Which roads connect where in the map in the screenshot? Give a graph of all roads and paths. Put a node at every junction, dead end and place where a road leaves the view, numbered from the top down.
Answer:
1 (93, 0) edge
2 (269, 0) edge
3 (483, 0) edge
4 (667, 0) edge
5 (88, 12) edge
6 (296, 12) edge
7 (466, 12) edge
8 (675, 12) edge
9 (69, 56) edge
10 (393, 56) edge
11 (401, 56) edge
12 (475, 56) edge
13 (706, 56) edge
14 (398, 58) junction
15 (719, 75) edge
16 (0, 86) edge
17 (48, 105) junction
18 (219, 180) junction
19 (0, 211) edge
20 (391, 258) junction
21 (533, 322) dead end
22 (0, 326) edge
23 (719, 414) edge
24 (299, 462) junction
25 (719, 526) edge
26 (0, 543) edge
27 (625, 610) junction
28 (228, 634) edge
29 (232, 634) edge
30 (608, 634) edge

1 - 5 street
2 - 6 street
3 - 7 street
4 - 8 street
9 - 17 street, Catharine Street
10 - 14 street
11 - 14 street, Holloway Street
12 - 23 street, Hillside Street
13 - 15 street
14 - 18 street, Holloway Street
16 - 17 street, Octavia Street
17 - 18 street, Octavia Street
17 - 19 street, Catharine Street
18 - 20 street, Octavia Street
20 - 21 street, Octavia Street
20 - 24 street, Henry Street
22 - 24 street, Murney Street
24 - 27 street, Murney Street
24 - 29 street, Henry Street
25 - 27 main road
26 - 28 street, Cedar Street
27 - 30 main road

+---+

Put down all the data once more, exactly as it appears above.

◆ **ANSWER BOX**
Which roads connect where in the map in the screenshot? Give a graph of all roads and paths. Put a node at every junction, dead end and place where a road leaves the view, numbered from the top down.
Answer:
1 (93, 0) edge
2 (269, 0) edge
3 (483, 0) edge
4 (667, 0) edge
5 (88, 12) edge
6 (296, 12) edge
7 (466, 12) edge
8 (675, 12) edge
9 (69, 56) edge
10 (393, 56) edge
11 (401, 56) edge
12 (475, 56) edge
13 (706, 56) edge
14 (398, 58) junction
15 (719, 75) edge
16 (0, 86) edge
17 (48, 105) junction
18 (219, 180) junction
19 (0, 211) edge
20 (391, 258) junction
21 (533, 322) dead end
22 (0, 326) edge
23 (719, 414) edge
24 (299, 462) junction
25 (719, 526) edge
26 (0, 543) edge
27 (625, 610) junction
28 (228, 634) edge
29 (232, 634) edge
30 (608, 634) edge

1 - 5 street
2 - 6 street
3 - 7 street
4 - 8 street
9 - 17 street, Catharine Street
10 - 14 street
11 - 14 street, Holloway Street
12 - 23 street, Hillside Street
13 - 15 street
14 - 18 street, Holloway Street
16 - 17 street, Octavia Street
17 - 18 street, Octavia Street
17 - 19 street, Catharine Street
18 - 20 street, Octavia Street
20 - 21 street, Octavia Street
20 - 24 street, Henry Street
22 - 24 street, Murney Street
24 - 27 street, Murney Street
24 - 29 street, Henry Street
25 - 27 main road
26 - 28 street, Cedar Street
27 - 30 main road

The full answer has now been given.